(Collected data)
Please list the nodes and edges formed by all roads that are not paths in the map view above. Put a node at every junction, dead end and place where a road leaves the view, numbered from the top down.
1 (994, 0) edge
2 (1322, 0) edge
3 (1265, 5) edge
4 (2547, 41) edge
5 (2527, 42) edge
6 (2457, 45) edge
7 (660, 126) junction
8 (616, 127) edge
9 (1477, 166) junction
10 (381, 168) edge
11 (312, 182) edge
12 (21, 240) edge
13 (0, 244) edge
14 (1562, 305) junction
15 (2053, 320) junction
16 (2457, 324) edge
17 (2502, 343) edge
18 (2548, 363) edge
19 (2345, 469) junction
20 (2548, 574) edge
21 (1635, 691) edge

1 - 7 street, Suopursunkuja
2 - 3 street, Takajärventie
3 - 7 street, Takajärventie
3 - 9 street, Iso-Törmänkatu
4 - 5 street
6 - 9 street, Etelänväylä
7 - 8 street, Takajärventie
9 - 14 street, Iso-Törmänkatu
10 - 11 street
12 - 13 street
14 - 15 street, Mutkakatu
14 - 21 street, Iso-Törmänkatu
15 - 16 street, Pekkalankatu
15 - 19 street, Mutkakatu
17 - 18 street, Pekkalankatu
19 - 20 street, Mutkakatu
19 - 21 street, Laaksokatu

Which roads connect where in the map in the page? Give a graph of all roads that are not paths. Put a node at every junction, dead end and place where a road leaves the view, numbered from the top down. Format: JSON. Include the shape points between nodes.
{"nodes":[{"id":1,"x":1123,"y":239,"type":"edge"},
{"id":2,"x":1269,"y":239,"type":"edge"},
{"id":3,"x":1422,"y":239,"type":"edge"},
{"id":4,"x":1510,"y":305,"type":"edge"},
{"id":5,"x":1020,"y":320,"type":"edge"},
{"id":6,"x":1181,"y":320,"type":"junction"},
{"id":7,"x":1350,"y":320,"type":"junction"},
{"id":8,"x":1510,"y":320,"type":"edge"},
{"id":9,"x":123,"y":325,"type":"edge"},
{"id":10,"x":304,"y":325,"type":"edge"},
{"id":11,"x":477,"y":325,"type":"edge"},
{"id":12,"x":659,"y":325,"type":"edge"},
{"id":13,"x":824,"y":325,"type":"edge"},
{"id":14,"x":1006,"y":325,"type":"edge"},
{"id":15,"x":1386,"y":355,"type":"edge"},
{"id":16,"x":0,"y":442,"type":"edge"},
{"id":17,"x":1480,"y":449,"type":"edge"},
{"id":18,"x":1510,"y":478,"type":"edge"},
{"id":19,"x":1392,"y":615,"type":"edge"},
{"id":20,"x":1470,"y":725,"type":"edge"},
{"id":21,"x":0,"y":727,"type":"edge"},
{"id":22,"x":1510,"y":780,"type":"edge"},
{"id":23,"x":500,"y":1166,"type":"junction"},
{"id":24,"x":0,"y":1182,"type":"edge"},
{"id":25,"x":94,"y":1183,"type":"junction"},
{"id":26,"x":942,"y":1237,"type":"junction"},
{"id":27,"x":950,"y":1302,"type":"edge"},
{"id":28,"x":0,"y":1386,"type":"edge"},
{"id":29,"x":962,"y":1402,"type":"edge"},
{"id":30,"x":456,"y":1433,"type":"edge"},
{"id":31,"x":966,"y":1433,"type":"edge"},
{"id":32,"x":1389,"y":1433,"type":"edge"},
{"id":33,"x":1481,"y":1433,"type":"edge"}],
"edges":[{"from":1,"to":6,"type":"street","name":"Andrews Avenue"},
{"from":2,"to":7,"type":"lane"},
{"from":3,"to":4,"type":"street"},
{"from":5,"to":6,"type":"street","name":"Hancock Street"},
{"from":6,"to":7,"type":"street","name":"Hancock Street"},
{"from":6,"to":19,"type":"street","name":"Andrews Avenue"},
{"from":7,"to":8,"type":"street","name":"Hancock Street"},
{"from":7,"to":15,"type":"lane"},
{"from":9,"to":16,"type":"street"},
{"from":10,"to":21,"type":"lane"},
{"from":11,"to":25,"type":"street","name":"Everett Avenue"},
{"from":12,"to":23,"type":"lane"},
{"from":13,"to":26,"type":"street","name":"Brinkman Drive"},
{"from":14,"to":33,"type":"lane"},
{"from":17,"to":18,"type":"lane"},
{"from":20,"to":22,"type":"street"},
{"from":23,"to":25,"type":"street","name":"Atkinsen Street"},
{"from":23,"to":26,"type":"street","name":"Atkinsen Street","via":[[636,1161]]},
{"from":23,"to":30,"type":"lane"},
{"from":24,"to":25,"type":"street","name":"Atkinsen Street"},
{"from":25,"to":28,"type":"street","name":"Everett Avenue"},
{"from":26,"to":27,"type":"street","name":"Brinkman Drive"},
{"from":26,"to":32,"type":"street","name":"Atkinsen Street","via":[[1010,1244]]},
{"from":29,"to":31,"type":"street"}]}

What to work on ->
Repeat the data word for word.

Written reply ->
Please list the nodes and edges formed by all roads that are not paths in the map view above. Put a node at every junction, dead end and place where a road leaves the view, numbered from the top down.
1 (994, 0) edge
2 (1322, 0) edge
3 (1265, 5) edge
4 (2547, 41) edge
5 (2527, 42) edge
6 (2457, 45) edge
7 (660, 126) junction
8 (616, 127) edge
9 (1477, 166) junction
10 (381, 168) edge
11 (312, 182) edge
12 (21, 240) edge
13 (0, 244) edge
14 (1562, 305) junction
15 (2053, 320) junction
16 (2457, 324) edge
17 (2502, 343) edge
18 (2548, 363) edge
19 (2345, 469) junction
20 (2548, 574) edge
21 (1635, 691) edge

1 - 7 street, Suopursunkuja
2 - 3 street, Takajärventie
3 - 7 street, Takajärventie
3 - 9 street, Iso-Törmänkatu
4 - 5 street
6 - 9 street, Etelänväylä
7 - 8 street, Takajärventie
9 - 14 street, Iso-Törmänkatu
10 - 11 street
12 - 13 street
14 - 15 street, Mutkakatu
14 - 21 street, Iso-Törmänkatu
15 - 16 street, Pekkalankatu
15 - 19 street, Mutkakatu
17 - 18 street, Pekkalankatu
19 - 20 street, Mutkakatu
19 - 21 street, Laaksokatu

Which roads connect where in the map in the page? Give a graph of all roads that are not paths. Put a node at every junction, dead end and place where a road leaves the view, numbered from the top down. Format: JSON. Include the shape points between nodes.
{"nodes":[{"id":1,"x":1123,"y":239,"type":"edge"},
{"id":2,"x":1269,"y":239,"type":"edge"},
{"id":3,"x":1422,"y":239,"type":"edge"},
{"id":4,"x":1510,"y":305,"type":"edge"},
{"id":5,"x":1020,"y":320,"type":"edge"},
{"id":6,"x":1181,"y":320,"type":"junction"},
{"id":7,"x":1350,"y":320,"type":"junction"},
{"id":8,"x":1510,"y":320,"type":"edge"},
{"id":9,"x":123,"y":325,"type":"edge"},
{"id":10,"x":304,"y":325,"type":"edge"},
{"id":11,"x":477,"y":325,"type":"edge"},
{"id":12,"x":659,"y":325,"type":"edge"},
{"id":13,"x":824,"y":325,"type":"edge"},
{"id":14,"x":1006,"y":325,"type":"edge"},
{"id":15,"x":1386,"y":355,"type":"edge"},
{"id":16,"x":0,"y":442,"type":"edge"},
{"id":17,"x":1480,"y":449,"type":"edge"},
{"id":18,"x":1510,"y":478,"type":"edge"},
{"id":19,"x":1392,"y":615,"type":"edge"},
{"id":20,"x":1470,"y":725,"type":"edge"},
{"id":21,"x":0,"y":727,"type":"edge"},
{"id":22,"x":1510,"y":780,"type":"edge"},
{"id":23,"x":500,"y":1166,"type":"junction"},
{"id":24,"x":0,"y":1182,"type":"edge"},
{"id":25,"x":94,"y":1183,"type":"junction"},
{"id":26,"x":942,"y":1237,"type":"junction"},
{"id":27,"x":950,"y":1302,"type":"edge"},
{"id":28,"x":0,"y":1386,"type":"edge"},
{"id":29,"x":962,"y":1402,"type":"edge"},
{"id":30,"x":456,"y":1433,"type":"edge"},
{"id":31,"x":966,"y":1433,"type":"edge"},
{"id":32,"x":1389,"y":1433,"type":"edge"},
{"id":33,"x":1481,"y":1433,"type":"edge"}],
"edges":[{"from":1,"to":6,"type":"street","name":"Andrews Avenue"},
{"from":2,"to":7,"type":"lane"},
{"from":3,"to":4,"type":"street"},
{"from":5,"to":6,"type":"street","name":"Hancock Street"},
{"from":6,"to":7,"type":"street","name":"Hancock Street"},
{"from":6,"to":19,"type":"street","name":"Andrews Avenue"},
{"from":7,"to":8,"type":"street","name":"Hancock Street"},
{"from":7,"to":15,"type":"lane"},
{"from":9,"to":16,"type":"street"},
{"from":10,"to":21,"type":"lane"},
{"from":11,"to":25,"type":"street","name":"Everett Avenue"},
{"from":12,"to":23,"type":"lane"},
{"from":13,"to":26,"type":"street","name":"Brinkman Drive"},
{"from":14,"to":33,"type":"lane"},
{"from":17,"to":18,"type":"lane"},
{"from":20,"to":22,"type":"street"},
{"from":23,"to":25,"type":"street","name":"Atkinsen Street"},
{"from":23,"to":26,"type":"street","name":"Atkinsen Street","via":[[636,1161]]},
{"from":23,"to":30,"type":"lane"},
{"from":24,"to":25,"type":"street","name":"Atkinsen Street"},
{"from":25,"to":28,"type":"street","name":"Everett Avenue"},
{"from":26,"to":27,"type":"street","name":"Brinkman Drive"},
{"from":26,"to":32,"type":"street","name":"Atkinsen Street","via":[[1010,1244]]},
{"from":29,"to":31,"type":"street"}]}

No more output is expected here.